For each estimation of the DPD model, we performed the Hansen test and the AR(2) test to test for over-identification or autocorrelation in the estimates. The chi-squared statistics of the Hansen test and the z statistics of the AR(2) test are also reported in Tables 2, 3, 4, 5 and 6. The statistics are all non-significant, indicating no over-identification or autocorrelation.

Conclusions

There is a large body of literature documenting the application and outcomes of ICT in the health field; however, less attention have been given to the impacts of the diffusion of ICT among the general public. This study is dedicated to empirically examine how ICT diffusion affects health outcomes.

Overall, our findings suggest that promoting the diffusion of ICT among the public can improve health outcomes. The estimation results show that the diffusion of ICT has had significant effects on health outcomes. Furthermore, the effect of individual ICT tools in improving health outcomes differed, which we infer was because of the different functionalities of the ICT tools and the features of the diseases (or health indicators).

An important policy implication embedded in our findings for governments worldwide is that, in addition to devoting resources to specific cases or regions to improve health, investments in ICT infrastructures and educating the public the use of ICT can be an alternative policy to improve public health. With proper guidance, education, and access to ICT tools, the public can become active agents, exploring and benefiting from the new technology to complement government-directed efforts to improve health and the quality of life.

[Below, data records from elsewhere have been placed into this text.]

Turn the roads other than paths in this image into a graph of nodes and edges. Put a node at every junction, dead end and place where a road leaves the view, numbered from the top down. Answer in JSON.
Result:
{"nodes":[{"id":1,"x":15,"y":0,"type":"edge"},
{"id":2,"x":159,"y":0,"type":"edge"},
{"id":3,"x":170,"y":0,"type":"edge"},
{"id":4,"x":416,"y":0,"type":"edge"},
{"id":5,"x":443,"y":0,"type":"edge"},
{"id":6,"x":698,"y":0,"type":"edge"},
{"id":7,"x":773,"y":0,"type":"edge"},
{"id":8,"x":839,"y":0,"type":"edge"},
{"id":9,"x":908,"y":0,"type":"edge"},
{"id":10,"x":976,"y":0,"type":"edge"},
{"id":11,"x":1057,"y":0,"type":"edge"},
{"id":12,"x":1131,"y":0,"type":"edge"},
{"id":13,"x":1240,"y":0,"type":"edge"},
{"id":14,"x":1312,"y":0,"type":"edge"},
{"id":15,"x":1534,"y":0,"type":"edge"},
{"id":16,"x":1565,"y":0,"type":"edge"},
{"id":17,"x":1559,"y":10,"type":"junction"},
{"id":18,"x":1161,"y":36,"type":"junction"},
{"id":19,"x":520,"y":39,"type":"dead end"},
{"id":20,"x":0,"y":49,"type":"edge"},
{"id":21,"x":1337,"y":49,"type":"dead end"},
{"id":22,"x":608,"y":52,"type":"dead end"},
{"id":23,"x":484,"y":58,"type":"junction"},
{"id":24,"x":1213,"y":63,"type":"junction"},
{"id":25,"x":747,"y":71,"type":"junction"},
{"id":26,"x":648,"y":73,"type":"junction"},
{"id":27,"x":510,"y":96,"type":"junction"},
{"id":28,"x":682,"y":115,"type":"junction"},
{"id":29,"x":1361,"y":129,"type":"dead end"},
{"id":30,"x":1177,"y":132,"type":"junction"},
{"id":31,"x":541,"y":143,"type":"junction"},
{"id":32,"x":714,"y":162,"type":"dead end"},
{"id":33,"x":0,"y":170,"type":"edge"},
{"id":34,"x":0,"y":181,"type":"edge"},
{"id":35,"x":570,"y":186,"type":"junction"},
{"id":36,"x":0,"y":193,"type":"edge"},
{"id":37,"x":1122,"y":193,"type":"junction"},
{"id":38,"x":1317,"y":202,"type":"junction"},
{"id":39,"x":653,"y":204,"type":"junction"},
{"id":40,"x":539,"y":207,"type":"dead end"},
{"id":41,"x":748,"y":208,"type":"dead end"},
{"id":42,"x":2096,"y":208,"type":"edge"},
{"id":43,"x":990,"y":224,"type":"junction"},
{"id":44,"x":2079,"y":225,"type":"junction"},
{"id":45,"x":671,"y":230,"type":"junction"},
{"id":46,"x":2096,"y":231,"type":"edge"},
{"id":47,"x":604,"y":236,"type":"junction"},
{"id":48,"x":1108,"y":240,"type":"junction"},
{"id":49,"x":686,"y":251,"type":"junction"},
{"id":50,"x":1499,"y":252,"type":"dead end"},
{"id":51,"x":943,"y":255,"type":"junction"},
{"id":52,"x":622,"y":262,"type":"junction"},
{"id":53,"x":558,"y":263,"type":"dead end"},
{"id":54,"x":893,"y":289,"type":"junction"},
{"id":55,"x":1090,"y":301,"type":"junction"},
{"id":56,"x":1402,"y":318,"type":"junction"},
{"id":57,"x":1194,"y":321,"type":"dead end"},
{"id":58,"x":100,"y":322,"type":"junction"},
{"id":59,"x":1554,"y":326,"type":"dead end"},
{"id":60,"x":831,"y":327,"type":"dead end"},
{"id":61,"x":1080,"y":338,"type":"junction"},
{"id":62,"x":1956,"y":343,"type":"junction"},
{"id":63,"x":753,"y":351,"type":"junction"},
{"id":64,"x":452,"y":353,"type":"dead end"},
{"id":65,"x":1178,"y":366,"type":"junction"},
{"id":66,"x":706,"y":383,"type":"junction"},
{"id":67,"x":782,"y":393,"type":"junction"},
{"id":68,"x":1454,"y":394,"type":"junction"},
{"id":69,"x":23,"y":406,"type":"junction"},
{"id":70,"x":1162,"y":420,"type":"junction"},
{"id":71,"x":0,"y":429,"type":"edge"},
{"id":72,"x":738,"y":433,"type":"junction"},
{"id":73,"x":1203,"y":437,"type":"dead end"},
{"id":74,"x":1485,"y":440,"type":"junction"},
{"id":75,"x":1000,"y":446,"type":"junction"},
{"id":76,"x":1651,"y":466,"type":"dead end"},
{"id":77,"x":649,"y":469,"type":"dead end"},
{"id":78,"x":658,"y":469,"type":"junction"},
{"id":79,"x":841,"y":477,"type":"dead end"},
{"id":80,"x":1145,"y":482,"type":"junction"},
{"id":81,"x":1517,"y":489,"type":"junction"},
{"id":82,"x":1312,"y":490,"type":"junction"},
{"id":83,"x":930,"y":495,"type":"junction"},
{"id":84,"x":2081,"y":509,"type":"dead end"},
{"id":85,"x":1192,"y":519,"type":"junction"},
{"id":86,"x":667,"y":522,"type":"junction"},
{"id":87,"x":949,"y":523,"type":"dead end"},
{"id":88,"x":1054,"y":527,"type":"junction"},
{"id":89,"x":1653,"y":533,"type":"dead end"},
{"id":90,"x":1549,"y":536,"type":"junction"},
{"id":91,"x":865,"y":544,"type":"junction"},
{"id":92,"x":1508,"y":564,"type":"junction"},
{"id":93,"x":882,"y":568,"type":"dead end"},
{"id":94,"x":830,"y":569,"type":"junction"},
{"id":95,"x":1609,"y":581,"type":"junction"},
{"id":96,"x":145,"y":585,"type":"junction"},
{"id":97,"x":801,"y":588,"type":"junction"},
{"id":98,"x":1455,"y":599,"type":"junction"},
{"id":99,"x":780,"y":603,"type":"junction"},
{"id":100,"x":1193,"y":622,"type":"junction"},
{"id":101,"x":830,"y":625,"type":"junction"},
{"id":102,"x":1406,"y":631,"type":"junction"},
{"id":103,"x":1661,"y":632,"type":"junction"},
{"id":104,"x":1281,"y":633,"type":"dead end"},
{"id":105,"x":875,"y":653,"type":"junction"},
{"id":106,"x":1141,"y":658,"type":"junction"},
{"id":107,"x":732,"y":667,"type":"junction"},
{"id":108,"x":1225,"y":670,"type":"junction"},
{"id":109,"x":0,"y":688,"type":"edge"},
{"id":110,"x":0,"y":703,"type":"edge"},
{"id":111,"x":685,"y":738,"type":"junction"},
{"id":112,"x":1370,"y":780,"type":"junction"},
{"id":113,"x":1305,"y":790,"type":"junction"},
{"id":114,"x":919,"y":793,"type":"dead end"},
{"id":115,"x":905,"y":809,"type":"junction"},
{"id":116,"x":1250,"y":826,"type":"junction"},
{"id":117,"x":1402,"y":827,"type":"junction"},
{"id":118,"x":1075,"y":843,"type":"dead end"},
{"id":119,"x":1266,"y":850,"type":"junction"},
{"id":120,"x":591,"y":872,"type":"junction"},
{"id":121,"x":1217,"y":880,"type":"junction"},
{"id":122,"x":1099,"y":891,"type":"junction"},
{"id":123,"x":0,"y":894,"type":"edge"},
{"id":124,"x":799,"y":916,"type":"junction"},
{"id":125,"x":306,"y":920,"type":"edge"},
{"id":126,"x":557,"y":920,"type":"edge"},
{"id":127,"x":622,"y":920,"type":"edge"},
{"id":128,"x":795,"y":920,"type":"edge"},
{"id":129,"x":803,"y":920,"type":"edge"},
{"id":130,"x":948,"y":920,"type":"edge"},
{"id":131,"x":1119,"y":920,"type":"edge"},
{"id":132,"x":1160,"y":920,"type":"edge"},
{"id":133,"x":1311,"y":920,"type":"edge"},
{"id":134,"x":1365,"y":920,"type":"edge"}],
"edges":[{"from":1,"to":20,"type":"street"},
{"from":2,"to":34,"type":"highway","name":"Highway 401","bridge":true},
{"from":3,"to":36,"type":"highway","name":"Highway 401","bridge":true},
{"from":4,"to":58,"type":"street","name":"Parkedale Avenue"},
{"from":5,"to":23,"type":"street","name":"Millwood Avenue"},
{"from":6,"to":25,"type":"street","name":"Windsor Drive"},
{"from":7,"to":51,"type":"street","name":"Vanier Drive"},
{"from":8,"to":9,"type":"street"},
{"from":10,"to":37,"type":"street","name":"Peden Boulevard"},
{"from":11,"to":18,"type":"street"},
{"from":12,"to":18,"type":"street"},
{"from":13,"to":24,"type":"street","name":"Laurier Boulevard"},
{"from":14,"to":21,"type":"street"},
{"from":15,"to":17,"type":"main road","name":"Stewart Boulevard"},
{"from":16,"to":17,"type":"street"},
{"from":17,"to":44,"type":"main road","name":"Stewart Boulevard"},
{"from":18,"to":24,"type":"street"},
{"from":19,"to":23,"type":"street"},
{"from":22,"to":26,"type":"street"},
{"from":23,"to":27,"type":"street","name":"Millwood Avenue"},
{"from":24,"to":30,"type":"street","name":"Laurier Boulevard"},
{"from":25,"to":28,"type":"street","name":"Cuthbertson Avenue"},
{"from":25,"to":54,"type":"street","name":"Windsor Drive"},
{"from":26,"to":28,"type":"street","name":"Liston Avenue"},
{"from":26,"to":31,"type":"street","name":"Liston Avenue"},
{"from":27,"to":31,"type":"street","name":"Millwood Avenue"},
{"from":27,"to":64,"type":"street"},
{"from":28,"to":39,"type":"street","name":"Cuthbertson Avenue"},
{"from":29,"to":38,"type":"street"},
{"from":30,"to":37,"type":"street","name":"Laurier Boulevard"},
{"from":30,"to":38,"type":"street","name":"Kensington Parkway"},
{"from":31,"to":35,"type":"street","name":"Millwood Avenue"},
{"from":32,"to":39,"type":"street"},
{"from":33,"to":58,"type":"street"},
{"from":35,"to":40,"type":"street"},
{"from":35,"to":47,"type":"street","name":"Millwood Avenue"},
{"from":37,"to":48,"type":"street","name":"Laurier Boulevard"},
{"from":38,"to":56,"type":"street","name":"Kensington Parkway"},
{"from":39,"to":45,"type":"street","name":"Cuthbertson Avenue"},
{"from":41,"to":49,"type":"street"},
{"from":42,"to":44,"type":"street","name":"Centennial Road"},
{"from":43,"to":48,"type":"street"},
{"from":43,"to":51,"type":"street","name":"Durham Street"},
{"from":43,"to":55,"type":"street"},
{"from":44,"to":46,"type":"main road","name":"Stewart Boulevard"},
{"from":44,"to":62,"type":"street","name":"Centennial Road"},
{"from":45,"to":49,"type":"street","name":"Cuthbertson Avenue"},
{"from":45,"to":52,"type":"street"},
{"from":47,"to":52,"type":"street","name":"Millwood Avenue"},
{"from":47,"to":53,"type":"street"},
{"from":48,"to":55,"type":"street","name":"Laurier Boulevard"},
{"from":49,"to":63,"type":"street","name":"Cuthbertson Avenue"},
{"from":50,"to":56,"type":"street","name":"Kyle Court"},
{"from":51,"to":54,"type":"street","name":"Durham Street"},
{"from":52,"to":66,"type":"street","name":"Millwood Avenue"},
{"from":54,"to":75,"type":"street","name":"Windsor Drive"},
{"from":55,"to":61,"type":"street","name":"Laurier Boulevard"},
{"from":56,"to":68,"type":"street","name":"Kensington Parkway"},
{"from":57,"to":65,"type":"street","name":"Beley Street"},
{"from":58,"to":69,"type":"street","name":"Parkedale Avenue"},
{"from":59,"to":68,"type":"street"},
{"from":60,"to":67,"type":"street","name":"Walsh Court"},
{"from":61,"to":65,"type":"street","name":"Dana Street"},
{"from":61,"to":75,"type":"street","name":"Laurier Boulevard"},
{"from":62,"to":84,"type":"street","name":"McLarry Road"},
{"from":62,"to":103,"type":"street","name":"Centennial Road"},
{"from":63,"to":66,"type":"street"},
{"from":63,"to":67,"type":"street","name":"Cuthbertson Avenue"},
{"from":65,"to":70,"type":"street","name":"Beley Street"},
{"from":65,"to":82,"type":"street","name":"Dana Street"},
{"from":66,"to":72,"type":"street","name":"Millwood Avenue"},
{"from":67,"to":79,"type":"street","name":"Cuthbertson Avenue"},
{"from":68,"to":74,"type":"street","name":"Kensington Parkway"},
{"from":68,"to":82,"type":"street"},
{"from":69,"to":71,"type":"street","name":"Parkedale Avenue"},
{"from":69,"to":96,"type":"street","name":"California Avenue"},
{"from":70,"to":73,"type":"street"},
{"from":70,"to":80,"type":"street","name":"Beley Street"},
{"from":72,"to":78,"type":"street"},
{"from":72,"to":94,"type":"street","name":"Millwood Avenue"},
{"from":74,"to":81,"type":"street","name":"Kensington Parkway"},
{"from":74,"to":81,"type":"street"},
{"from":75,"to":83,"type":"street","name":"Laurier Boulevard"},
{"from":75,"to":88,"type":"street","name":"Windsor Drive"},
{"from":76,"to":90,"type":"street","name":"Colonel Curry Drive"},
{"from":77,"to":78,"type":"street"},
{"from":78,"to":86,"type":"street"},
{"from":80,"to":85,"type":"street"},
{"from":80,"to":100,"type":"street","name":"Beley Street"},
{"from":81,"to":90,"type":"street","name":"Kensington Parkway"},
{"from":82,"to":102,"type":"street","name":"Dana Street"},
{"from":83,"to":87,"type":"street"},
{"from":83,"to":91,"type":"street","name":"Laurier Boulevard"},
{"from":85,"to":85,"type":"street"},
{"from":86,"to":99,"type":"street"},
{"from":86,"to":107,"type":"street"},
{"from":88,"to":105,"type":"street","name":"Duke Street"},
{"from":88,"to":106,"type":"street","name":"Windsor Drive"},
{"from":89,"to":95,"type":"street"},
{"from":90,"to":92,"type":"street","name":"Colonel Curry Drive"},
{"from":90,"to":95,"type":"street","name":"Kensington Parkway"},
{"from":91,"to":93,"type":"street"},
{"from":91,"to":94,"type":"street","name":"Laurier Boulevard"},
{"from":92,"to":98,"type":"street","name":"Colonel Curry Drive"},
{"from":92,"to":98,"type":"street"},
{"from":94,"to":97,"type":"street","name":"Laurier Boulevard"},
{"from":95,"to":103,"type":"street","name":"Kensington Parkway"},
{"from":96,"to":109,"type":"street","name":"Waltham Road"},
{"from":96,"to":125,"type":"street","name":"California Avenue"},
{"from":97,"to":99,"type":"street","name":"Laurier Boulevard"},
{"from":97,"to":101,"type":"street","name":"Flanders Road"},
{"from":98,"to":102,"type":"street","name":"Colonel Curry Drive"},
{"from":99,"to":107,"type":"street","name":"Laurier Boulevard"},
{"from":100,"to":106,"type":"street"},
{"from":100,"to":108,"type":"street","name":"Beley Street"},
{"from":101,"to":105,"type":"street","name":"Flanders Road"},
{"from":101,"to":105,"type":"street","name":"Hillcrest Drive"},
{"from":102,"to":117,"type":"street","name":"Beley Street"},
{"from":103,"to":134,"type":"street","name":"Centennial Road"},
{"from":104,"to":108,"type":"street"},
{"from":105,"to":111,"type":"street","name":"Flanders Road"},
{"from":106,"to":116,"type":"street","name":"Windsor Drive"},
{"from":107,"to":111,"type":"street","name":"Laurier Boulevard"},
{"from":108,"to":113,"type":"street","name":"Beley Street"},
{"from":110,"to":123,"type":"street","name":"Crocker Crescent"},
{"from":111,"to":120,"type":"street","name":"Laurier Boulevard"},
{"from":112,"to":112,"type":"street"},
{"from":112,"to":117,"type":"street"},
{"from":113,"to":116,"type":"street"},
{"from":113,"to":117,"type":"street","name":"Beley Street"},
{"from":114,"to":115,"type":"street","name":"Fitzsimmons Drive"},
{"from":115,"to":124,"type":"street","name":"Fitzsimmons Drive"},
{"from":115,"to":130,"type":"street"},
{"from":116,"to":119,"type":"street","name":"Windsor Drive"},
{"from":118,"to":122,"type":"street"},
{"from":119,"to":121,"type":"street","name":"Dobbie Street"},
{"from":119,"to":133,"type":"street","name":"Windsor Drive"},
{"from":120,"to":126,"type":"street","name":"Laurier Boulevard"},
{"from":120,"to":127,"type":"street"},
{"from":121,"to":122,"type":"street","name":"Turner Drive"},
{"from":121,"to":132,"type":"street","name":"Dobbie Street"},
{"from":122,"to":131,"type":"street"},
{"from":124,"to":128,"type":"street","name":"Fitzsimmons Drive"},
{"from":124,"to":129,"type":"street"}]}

A limitation of this study pertains to the interpretation of our findings. Because the methodology adopted in this study was secondary data analysis, the interpretation of most of the findings in our study is primarily based on inference.Footnote 5 As a result, future studies, especially small-scale case studies, will be necessary to corroborate and justify our interpretations. In addition, as smartphones with Internet access become more common, it will be difficult to distinguish between Internet users and mobile phone users. As a result, a newly defined variable will be needed for future research.